I mean, chaotic and unpredictable doesn’t automatically mean we’ll jump ahead or that we’ll spend a few weeks in the Shadowlands while ten years pass on Azeroth. What if we spend the entire expansion there, then as soon as we’re done, we return to Azeroth to find everything more or less exactly as we left it, much less time having passed back home while we were taking our necromancer’s holiday in Ardenweald or what have you. It could happen, and it would mean that tensions that would seem pointless to us after our long strange trip among the mixed up zombies would still be raging back home. We could come out longing for a break and some peace and quiet only to immediately have to clash with some new threat because there hasn’t been any room to breathe back home.
You could call this one a reverse time skip, I suppose, as for us years may have passed but nothing changes in Azeroth. But we have to keep in mind that with the way time works in the Shadowlands, we can’t rule out the possibility.
A time skip thousands of years in the past or future
What if it’s not just a time skip, but instead a huge leap?

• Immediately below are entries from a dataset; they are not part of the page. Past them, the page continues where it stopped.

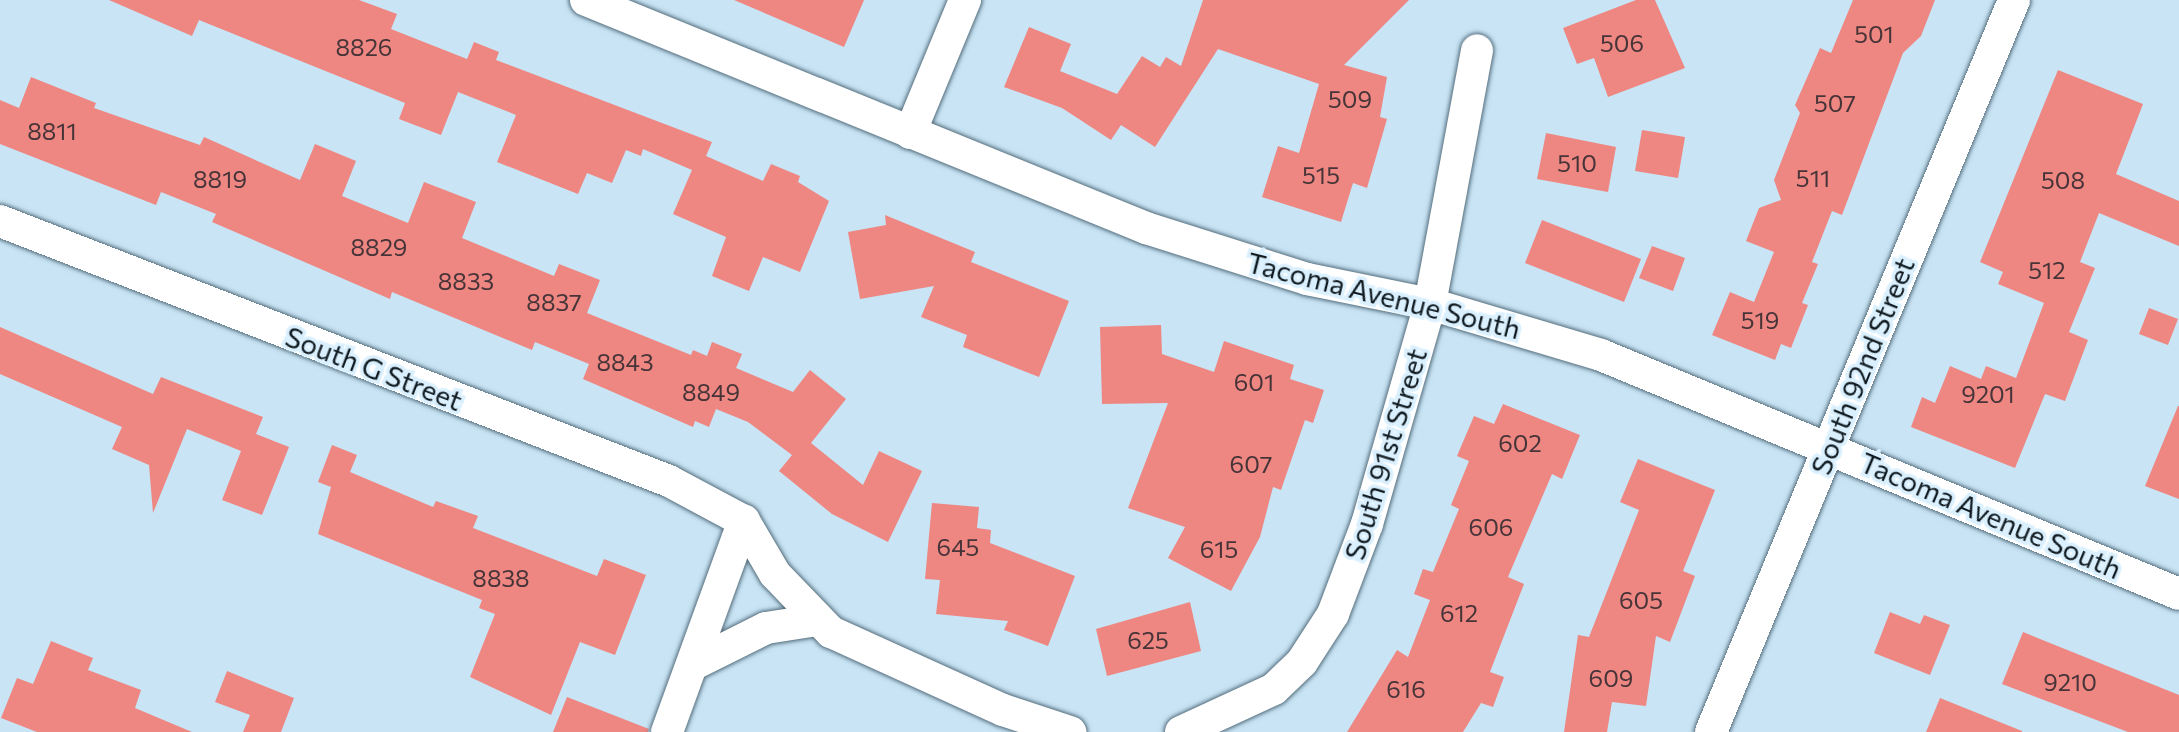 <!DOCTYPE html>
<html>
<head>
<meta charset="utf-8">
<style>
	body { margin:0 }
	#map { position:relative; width:2179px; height:732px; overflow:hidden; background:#c8e4f5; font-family:Commissioner,sans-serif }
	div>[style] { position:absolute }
	.building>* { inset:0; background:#ee8782 }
	.roads { filter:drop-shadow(0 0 2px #546d7c) drop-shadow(0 0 2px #546d7c) }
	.minor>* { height:32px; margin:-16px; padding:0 16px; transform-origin:16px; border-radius:16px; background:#fff }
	span { translate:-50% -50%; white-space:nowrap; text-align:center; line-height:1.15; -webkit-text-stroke:7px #daf0fe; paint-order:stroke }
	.number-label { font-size:24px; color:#473438 }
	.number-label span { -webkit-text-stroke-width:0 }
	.street-label { font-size:28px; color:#0f191f }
</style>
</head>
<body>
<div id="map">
	<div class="building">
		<i style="clip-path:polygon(109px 0,359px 0,397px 14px,391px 29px,467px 59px,474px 42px,499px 52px,496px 60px,712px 142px,706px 156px,763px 181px,771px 164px,800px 176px,798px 182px,829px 201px,800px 272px,763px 257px,749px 291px,712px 276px,726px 237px,673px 214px,692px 170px,643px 149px,641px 156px,626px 150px,612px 183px,587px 173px,578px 194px,497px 162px,516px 115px,458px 92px,441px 135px,399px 119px,405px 103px,199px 20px,192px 36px)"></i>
		<i style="clip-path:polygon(734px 0,864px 0,844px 47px)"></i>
		<i style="clip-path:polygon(1203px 0,1409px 0,1344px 65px,1387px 77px,1380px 117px,1387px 119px,1367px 188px,1353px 183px,1341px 222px,1262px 197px,1278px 146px,1299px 153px,1319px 84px,1218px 49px,1155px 147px,1121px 125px,1111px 140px,1062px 108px,1004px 87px,1029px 27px,1071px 44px,1060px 71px,1117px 94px,1142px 56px,1160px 67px,1166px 57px,1181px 66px)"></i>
		<i style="clip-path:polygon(1636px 0,1655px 0,1685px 68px,1608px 97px,1594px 58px,1577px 64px,1563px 28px)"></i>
		<i style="clip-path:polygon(1853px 0,1935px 0,1921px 36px,1903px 53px,1842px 215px,1832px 211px,1812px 262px,1818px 264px,1802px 303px,1808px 305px,1791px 348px,1781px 344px,1775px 360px,1712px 335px,1730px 292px,1754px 302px,1774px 252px,1746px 241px,1759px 208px,1781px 200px,1774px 180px,1800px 113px,1795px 105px,1820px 48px,1831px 53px)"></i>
		<i style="clip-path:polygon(2058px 70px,2143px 104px,2116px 174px,2179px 201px,2179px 246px,2099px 213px,2080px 262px,2095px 268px,2069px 332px,2088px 340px,2065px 401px,2045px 394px,2015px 468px,1911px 427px,1922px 397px,1935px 403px,1950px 366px,1981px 379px,1986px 366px,2016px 378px,2044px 303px,1998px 284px,2003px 272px,1980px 262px)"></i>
		<i style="clip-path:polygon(31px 77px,96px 103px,94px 108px,200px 145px,204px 137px,300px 180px,315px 144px,356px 161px,342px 196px,408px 223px,424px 182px,476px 202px,462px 238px,554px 276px,559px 264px,600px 280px,587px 313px,691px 355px,693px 350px,707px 356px,712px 342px,742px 354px,736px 368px,793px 392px,810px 370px,846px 399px,811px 443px,863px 485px,879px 451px,922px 471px,888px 542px,832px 514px,779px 471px,792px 455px,748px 422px,716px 409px,709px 427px,695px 421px,693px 427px,583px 379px,589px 364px,535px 342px,532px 350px,392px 292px,390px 299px,212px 222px,216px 214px,161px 192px,156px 205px,0 144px,0 100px,19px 108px)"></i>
		<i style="clip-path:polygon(1642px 130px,1685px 137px,1678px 178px,1635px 171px)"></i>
		<i style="clip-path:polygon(1546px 133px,1616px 147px,1608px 192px,1537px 179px)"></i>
		<i style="clip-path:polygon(885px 215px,975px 252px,971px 262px,1069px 301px,1039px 377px,963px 347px,967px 335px,921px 317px,934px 286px,860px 299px,848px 232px,886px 225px)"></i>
		<i style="clip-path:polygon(1542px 220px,1641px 259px,1624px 302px,1525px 263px)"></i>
		<i style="clip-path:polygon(1652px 246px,1685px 258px,1673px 291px,1639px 278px)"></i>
		<i style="clip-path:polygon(2149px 308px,2178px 319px,2168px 345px,2139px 334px)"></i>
		<i style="clip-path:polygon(1161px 325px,1162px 354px,1214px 372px,1224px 341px,1294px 365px,1290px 379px,1324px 390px,1313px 423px,1305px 420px,1281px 490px,1273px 487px,1260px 537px,1231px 591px,1168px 558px,1185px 527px,1128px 508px,1168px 403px,1102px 404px,1100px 327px)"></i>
		<i style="clip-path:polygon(0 327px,153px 394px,161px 377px,263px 417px,256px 434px,289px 447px,262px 515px,222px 500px,241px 451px,187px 429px,153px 513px,149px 465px,112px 449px,122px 427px,0 374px)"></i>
		<i style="clip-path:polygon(1503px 404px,1580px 435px,1562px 479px,1552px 474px,1508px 577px,1524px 584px,1490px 672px,1504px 677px,1493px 707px,1481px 703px,1463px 732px,1347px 732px,1397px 650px,1408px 657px,1430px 600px,1414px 594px,1423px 569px,1433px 572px,1459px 509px,1451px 505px,1469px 461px,1457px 456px,1474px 416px,1494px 424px)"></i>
		<i style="clip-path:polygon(2178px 406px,2179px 406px,2179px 499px,2145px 486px)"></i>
		<i style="clip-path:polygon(332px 445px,357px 455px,350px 472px,433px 507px,436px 501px,478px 516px,473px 528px,597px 576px,604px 559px,646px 575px,615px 655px,580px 642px,551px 715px,470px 677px,495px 614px,479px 608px,482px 600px,318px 534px,331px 487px,318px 482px)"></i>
		<i style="clip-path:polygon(1638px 459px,1715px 490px,1683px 571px,1695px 576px,1670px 642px,1656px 636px,1646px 706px,1612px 702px,1607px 732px,1564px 732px,1578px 635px,1589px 637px,1639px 510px,1620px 502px)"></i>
		<i style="clip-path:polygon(932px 503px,979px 507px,977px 528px,991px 530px,990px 543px,1075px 576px,1048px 646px,1004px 630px,1008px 621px,936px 614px,940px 580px,925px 579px)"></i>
		<i style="clip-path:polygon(1190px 602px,1201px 651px,1107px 676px,1096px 629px)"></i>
		<i style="clip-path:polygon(1890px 612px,1920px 624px,1924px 615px,1950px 625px,1930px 675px,1874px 653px)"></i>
		<i style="clip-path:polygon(2023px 632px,2179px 695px,2179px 732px,2128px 732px,2002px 684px)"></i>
		<i style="clip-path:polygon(51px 641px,93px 658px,88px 670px,141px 690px,135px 708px,192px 732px,37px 732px,1px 718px,17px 678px,33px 684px)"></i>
		<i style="clip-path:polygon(227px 671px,294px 698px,281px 732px,243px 732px,250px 715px,215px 702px)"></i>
		<i style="clip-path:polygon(567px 697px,649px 729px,648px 732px,553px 732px)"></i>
		<i style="clip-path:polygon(1940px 698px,2022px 731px,2022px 732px,1926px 732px)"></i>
	</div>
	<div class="roads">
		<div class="minor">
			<i style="left:586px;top:0;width:605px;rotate:22.15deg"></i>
			<i style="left:1146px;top:228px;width:169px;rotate:17.6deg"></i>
			<i style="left:1307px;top:279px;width:126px;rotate:11.5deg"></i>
			<i style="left:1430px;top:304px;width:178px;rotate:16.6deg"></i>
			<i style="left:1601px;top:355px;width:625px;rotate:22.46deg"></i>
			<i style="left:910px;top:133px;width:144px;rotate:-67.5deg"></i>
			<i style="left:0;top:221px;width:718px;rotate:21.24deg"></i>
			<i style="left:669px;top:481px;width:85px;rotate:28.1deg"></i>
			<i style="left:744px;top:521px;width:61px;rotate:59.7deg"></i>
			<i style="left:775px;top:574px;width:81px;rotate:46deg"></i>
			<i style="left:831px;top:632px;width:189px;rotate:24.4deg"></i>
			<i style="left:1003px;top:710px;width:71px;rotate:18.2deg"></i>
			<i style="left:696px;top:663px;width:78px;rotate:-26.6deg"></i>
			<i style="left:766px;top:628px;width:52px;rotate:-8.9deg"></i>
			<i style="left:667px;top:732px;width:225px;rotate:-70deg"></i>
			<i style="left:1181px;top:732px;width:102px;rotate:-24.8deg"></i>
			<i style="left:1274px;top:689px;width:39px;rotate:-44deg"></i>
			<i style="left:1302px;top:662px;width:57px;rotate:-57.1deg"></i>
			<i style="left:1333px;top:614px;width:96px;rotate:-69.3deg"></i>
			<i style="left:1367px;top:524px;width:229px;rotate:-74deg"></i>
			<i style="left:1430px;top:304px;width:258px;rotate:-79.5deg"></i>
			<i style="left:1711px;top:732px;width:792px;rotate:-67.51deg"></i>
		</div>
	</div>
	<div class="number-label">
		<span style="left:1874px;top:34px">501</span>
		<span style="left:1622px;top:43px">506</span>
		<span style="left:364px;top:47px">8826</span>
		<span style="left:1350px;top:99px">509</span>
		<span style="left:1835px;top:103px">507</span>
		<span style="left:52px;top:131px">8811</span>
		<span style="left:1577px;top:163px">510</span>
		<span style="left:1321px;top:175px">515</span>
		<span style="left:1813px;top:178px">511</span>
		<span style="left:220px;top:179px">8819</span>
		<span style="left:2063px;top:180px">508</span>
		<span style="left:379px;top:247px">8829</span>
		<span style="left:2047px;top:270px">512</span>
		<span style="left:466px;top:281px">8833</span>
		<span style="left:554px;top:302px">8837</span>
		<span style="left:1760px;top:320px">519</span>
		<span style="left:625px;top:362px">8843</span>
		<span style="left:1254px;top:382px">601</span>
		<span style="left:711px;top:392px">8849</span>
		<span style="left:1988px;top:394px">9201</span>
		<span style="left:1520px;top:443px">602</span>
		<span style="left:1251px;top:464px">607</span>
		<span style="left:1491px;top:527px">606</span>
		<span style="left:958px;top:547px">645</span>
		<span style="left:1219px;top:549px">615</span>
		<span style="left:501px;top:578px">8838</span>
		<span style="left:1641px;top:600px">605</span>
		<span style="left:1459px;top:613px">612</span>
		<span style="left:1148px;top:640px">625</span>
		<span style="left:1611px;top:678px">609</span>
		<span style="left:2070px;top:682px">9210</span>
		<span style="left:1406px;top:689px">616</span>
	</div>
	<div class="street-label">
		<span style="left:1384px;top:295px;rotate:14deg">Tacoma Avenue South</span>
		<span style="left:1862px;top:366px;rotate:-68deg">South 92nd Street</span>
		<span style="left:374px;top:368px;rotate:21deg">South G Street</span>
		<span style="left:1385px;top:454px;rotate:-73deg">South 91st Street</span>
		<span style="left:1991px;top:515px;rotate:23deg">Tacoma Avenue South</span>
	</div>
</div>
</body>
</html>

There are whole eras of the Warcraft story set at huge removes from the present day. The Black Empire and the arrival of the Titans are so far removed that we don’t even know when they happened for sure. The coming of Sargeras to Argus, the ancient Troll empires and their wars with the Aqir, the Sundering, even the relatively recent Troll Wars with the High Elves and Humans took place thousands of years ago. There’s a lot of history to be explored, and we could very well go into the Shadowlands, do what we went there to do, and pop back out to find ourselves essentially stranded in the distant past trying to get back home.
But it doesn’t have to be the past, either. What about coming out of the Shadowlands to find ourselves in an Azeroth thousands of years down the road — a world where the Horde and Alliance don’t even exist, where the Orcish monarch Andtharr rules over New Stormwind, where whole new nations and ideologies are present? An Azeroth utterly unlike everything the player has ever seen in Warcraft? The question not only becomes how to get back to their own time, but if they even should and risk changing this future they’re presented with?
All of the above
We could even use the disjointed nature of time in the Shadowlands to make all of these possibilities happen. Imagine an expansion where we explore time itself, trying to repair a time streak broken by the chaos in the Shadowlands and the way the portal to that realm opened into Azeroth, leaking its chaotic, fractured timescape into the land of the living. The Bronze Dragonflight may not have an empowered Aspect anymore, but Nozdormu still lives, and his flight still follows him — maybe they band together with the Heroes of Azeroth to try and fix the crisis created by this interaction between Shadowlands and Azerothian time frames, and in the process the Infinite Dragonflight is finally born?
Imagine fighting alongside Azshara, the way she was before the Sundering, to ensure that the Well of Eternity implodes and history follows the path we remember it. Imagine having to step aside and let Anduin Lothar die. Imagine having to save Kel’Thuzad from Sylvanas, and knowing why she is there, what she’s trying to avoid.
And of course there’s always the old chestnut of us coming back to Azeroth and it’s ten years later — but that one feels pretty easy compared to some of these other ideas. I kind of hope we just break time open like a piñata in Shadowlands. Let’s go nuts, travel back thousands of years, change history several times, do entire raids set in the distant past or future. Let’s finally mess up time the way we should have in Warlords of Draenor.